I joined Magic Leap about a year and a half ago now, following my time at Microsoft, but I was very inspired by the company’s vision to amplify human potential because I could see it as a tool for people to use in their daily lives — to put intelligently placed digital content in your physical world. Specifically, I was very much drawn to the healthcare industry’s potential in augmented reality, which I had envisioned during my Qualcomm days.
2) Was there a particular moment or person that really inspired you?
The founder of Magic Leap – Rony Abovitz – has always been an inspiration to me. He’s such a visionary. Rony could see the technology before it was even built. For me, that’s the kind of person who inspires me to get my creative juices going – someone who says, “Okay, what’s the next step?”.
3) What’s something in your background or identity that has shaped you and your approach to your job?
I had great experiences at Qualcomm and Microsoft, but I held the ambition to one day be a CEO, specifically, a tech CEO given my engineering background and 35-plus years in the tech industry. My job at Microsoft was amazing — it was probably one of the best jobs in the world. People used to tell me that all the time, especially because I got to work for the iconic world class leader, Satya Nadella. [I told myself] the only reason I would ever leave [Microsoft] was if I found the right CEO role, and that really surfaced with this opportunity at Magic Leap. I was familiar with AR, specifically with Magic Leap’s AR technology. I had the chance to visit the factory back in 2018, and then I got to see it built.
The other reason I was interested in being a CEO is that I have a daughter — she’s 31 now, and she’s watched me navigate this tech world from the very beginning. She saw firsthand that it wasn’t always easy to do, and I just had this deep desire to show her that a woman can be a CEO, even a tech CEO.
4) What do you think has changed in the industry since you started?
I’ve had the opportunity to watch quite the trajectory of the tech industry going back to the pre-mobile phone days at Qualcomm. There have been a couple of very big, evolutionary changes if you will. The first was obviously the PC. Personal computing changed how we lived, worked and played. Then the whole mobile revolution kicked off. I got to see all of that evolve through touch screens and voices becoming more common.
5) If you could give a younger person career advice, what would that be?

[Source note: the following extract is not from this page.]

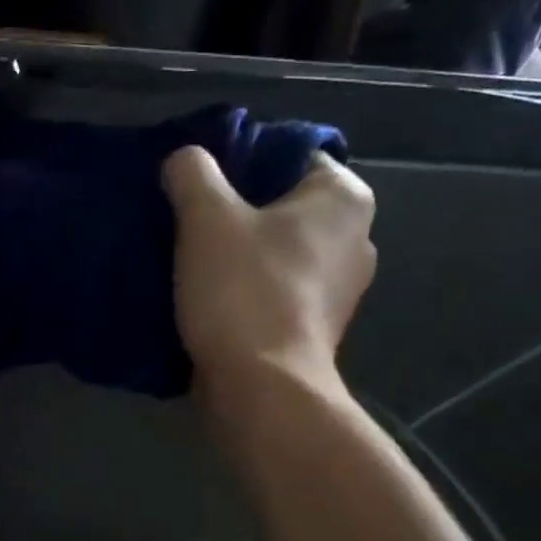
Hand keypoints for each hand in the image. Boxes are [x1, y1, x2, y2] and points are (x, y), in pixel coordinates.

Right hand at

I often tell young women that it’s important to be your authentic self because I struggled with that for years. Every year I’d go through my performance review, and I’d receive the same feedback. I’m quite introverted, and [I’d get feedback saying] “you don’t speak up enough” or “we don’t hear from you often enough”. I had a challenging time communicating in a room full of people and finding space to break into a conversation. I would drop by people’s offices, I’d send an email or call them on the phone, so I was communicating, just not enough.
I started trying to be that person, the extrovert, but it made me uncomfortable. I was being someone I wasn’t, so my advice is to be yourself.
As a manager I always try to make a very conscious effort to find each individual’s unique strength, recognize their superpower, and then create space for them to put that to use rather than dictating how they should act or behave.
6) What does the limitless future of XR mean to you?
The limitless future of XR reminds me of the mobile phone’s trajectory. In the beginning, you couldn’t make a phone call away from a phone booth. But look what it’s become today. Now you can use your phone to make a call, read the news, watch a movie, create and post content, and browse the internet from anywhere, and I think the potential for XR is exactly the same.
There really is a limitless future because we don’t even know exactly how it’s going to change the world ahead. For instance, in health care, during surgery, you can have an AR headset on, see the patient and then put digital markers on the patient to trace the surgical pathways. You can put screens up at a comfortable viewing position for the doctor, rather than having them strain their neck to see the physical device. We’re just at the beginning of what this technology will do for our workers, and really for ourselves, going forward.
I do believe, eventually, everyone will have some kind of XR device in the same way that we have a mobile phone because it’ll augment how we go about our day, how we live, how we work and how we play.
7) Do you have any final thoughts?
I think because we’re still in the early days of the XR industry, there’s such an opportunity for diverse voices to be heard, and to impact the products that are built. We should think of it as an opportunity for everyone to have a real impact. We’re saying, “We want to hear that voice. We want to understand how this technology can help everybody.” That’s a siren calling out to people to come join the industry.